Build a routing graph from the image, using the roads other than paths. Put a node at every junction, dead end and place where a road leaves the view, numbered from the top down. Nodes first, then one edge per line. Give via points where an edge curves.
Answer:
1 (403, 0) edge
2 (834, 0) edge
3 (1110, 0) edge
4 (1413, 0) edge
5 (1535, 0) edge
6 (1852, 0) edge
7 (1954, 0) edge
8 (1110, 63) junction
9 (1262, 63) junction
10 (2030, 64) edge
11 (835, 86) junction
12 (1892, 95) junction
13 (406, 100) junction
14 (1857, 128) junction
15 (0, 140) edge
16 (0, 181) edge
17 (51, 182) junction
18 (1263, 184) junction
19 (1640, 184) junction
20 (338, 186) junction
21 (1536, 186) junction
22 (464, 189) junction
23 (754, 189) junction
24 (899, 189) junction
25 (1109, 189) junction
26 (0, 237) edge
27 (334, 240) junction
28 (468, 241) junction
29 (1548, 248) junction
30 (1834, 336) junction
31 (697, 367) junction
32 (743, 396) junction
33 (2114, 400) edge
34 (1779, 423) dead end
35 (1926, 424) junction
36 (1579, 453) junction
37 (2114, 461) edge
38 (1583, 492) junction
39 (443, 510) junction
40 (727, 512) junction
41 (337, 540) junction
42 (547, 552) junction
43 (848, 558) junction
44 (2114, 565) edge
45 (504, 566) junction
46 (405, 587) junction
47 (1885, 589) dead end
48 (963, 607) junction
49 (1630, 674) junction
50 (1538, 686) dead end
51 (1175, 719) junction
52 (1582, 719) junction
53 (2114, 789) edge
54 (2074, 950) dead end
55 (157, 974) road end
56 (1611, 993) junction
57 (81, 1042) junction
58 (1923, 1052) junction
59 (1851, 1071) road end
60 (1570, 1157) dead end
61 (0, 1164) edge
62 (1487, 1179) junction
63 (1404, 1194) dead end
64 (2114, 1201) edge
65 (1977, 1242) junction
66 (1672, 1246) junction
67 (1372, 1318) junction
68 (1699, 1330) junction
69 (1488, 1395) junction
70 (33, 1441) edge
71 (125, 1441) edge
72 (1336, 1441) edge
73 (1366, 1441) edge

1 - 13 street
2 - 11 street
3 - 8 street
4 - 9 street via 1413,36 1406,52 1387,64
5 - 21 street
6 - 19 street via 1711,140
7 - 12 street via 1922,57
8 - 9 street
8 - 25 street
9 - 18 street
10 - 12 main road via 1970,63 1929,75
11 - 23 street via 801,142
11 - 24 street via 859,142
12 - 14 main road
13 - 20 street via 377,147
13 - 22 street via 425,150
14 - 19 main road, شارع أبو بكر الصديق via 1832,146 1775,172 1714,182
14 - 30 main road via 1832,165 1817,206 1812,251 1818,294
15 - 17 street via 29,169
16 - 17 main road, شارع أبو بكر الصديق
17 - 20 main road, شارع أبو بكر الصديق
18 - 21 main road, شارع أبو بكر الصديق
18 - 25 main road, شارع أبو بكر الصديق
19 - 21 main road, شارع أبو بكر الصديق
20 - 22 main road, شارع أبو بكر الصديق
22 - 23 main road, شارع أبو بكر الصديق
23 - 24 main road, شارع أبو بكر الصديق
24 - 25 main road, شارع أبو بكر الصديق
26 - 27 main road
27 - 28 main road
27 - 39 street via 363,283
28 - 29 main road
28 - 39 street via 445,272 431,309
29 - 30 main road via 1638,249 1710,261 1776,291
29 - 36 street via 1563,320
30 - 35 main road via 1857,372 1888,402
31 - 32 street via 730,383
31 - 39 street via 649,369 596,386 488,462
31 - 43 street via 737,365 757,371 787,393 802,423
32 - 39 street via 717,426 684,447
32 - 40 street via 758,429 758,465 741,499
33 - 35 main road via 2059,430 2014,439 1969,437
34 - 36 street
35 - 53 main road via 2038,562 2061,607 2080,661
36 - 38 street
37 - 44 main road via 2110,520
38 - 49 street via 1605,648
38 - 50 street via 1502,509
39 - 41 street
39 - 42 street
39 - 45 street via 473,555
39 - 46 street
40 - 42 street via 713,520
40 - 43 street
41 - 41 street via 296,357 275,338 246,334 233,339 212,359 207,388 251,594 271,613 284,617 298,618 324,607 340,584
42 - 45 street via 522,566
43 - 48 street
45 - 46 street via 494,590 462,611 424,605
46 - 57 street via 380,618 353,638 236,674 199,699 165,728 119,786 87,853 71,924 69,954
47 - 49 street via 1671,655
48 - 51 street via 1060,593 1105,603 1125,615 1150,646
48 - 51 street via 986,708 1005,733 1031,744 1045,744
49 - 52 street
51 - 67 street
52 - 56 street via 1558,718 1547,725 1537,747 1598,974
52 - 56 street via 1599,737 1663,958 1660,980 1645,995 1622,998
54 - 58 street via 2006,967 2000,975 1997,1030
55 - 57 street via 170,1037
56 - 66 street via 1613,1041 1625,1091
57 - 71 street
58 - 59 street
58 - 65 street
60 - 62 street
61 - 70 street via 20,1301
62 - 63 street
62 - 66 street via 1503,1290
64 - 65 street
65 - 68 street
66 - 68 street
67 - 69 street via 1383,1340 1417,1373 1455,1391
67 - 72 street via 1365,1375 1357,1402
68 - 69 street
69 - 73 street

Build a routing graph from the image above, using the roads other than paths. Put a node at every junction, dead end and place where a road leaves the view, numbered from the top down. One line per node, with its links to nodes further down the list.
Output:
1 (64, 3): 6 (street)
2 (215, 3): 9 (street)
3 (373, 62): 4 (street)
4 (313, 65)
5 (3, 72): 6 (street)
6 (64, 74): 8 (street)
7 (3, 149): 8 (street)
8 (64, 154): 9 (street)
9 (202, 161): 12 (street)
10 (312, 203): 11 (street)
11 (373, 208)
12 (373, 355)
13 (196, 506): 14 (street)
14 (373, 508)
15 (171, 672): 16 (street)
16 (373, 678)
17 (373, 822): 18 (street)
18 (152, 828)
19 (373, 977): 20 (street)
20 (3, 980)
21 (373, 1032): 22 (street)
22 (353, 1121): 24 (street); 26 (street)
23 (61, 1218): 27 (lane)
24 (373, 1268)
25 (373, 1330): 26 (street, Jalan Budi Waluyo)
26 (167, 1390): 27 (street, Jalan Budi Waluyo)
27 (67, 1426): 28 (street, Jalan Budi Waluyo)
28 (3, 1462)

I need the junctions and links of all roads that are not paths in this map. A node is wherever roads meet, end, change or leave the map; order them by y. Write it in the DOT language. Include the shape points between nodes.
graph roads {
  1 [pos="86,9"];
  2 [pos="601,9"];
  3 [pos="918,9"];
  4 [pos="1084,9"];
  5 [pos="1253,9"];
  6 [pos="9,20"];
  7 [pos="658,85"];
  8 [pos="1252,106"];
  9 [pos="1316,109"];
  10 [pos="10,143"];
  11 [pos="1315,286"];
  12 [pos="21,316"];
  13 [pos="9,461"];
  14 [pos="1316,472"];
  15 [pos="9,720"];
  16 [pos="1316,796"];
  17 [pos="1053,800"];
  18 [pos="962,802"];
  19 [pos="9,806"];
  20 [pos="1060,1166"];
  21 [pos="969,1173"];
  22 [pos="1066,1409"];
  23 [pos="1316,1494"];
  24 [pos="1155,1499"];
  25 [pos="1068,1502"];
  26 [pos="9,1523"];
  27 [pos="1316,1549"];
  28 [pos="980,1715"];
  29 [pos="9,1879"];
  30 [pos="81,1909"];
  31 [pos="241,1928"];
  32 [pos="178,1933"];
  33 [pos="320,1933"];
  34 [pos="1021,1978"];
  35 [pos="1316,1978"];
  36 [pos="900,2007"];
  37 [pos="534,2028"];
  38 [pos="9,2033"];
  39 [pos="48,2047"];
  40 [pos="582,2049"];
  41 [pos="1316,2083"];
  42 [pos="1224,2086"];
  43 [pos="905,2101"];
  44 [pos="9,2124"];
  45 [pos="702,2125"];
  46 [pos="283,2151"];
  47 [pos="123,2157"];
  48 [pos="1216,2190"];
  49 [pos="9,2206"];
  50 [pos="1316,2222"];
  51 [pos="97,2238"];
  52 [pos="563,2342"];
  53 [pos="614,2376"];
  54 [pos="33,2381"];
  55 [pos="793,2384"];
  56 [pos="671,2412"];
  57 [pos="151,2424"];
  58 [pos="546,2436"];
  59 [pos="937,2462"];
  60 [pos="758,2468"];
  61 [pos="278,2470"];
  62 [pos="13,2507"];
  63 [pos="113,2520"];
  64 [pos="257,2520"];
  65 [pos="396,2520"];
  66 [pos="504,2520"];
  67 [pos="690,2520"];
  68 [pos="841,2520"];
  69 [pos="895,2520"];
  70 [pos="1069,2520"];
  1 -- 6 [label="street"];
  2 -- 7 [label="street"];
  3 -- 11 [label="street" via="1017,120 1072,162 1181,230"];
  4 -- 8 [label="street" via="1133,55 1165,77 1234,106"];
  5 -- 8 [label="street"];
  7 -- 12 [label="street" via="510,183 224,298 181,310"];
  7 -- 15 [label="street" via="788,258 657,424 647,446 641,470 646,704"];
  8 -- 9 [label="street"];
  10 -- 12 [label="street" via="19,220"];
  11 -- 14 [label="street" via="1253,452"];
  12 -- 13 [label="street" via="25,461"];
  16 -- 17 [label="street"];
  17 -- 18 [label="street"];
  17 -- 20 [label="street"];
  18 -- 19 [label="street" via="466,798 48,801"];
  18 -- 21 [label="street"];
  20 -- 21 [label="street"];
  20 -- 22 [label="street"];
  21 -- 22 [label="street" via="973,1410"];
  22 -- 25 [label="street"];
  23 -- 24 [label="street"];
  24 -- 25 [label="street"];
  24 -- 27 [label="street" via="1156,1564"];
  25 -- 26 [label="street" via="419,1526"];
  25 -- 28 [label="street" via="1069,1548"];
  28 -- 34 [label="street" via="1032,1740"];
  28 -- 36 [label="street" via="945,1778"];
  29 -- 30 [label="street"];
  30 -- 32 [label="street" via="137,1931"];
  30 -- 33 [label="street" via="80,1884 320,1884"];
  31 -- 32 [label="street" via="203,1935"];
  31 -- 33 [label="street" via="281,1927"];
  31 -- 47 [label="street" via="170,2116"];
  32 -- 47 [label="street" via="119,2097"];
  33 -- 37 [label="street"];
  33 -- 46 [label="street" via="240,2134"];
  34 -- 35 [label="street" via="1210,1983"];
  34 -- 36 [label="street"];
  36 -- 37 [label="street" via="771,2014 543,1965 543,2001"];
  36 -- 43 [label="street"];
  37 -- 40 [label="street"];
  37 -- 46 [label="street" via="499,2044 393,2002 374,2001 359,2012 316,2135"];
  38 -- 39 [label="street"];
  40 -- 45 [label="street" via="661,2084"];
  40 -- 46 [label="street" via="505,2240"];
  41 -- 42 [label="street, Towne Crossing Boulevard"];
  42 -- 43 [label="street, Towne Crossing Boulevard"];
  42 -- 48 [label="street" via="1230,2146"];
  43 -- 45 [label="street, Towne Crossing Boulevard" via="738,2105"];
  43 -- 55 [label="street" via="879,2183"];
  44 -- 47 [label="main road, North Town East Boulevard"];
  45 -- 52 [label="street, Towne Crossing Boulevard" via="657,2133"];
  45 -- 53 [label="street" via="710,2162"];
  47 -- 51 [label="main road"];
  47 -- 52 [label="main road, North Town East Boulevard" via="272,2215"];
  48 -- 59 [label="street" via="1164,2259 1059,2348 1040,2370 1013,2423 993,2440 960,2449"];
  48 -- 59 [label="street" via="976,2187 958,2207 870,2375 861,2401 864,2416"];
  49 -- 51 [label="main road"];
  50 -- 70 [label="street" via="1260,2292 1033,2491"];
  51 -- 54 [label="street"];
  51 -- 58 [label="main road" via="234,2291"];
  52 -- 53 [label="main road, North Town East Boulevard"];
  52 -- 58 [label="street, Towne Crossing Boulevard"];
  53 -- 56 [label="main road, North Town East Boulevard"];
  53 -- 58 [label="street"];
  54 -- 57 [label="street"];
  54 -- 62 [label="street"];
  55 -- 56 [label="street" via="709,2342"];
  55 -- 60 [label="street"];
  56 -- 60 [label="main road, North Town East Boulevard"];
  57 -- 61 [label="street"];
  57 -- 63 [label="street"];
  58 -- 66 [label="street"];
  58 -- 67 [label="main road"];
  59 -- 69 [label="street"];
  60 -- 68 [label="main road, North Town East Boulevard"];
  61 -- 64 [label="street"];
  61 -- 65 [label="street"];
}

* _Task description_
In how many lines of the listing does the word "شارع" appear? Give the number by itself.

* _Output of the task_
10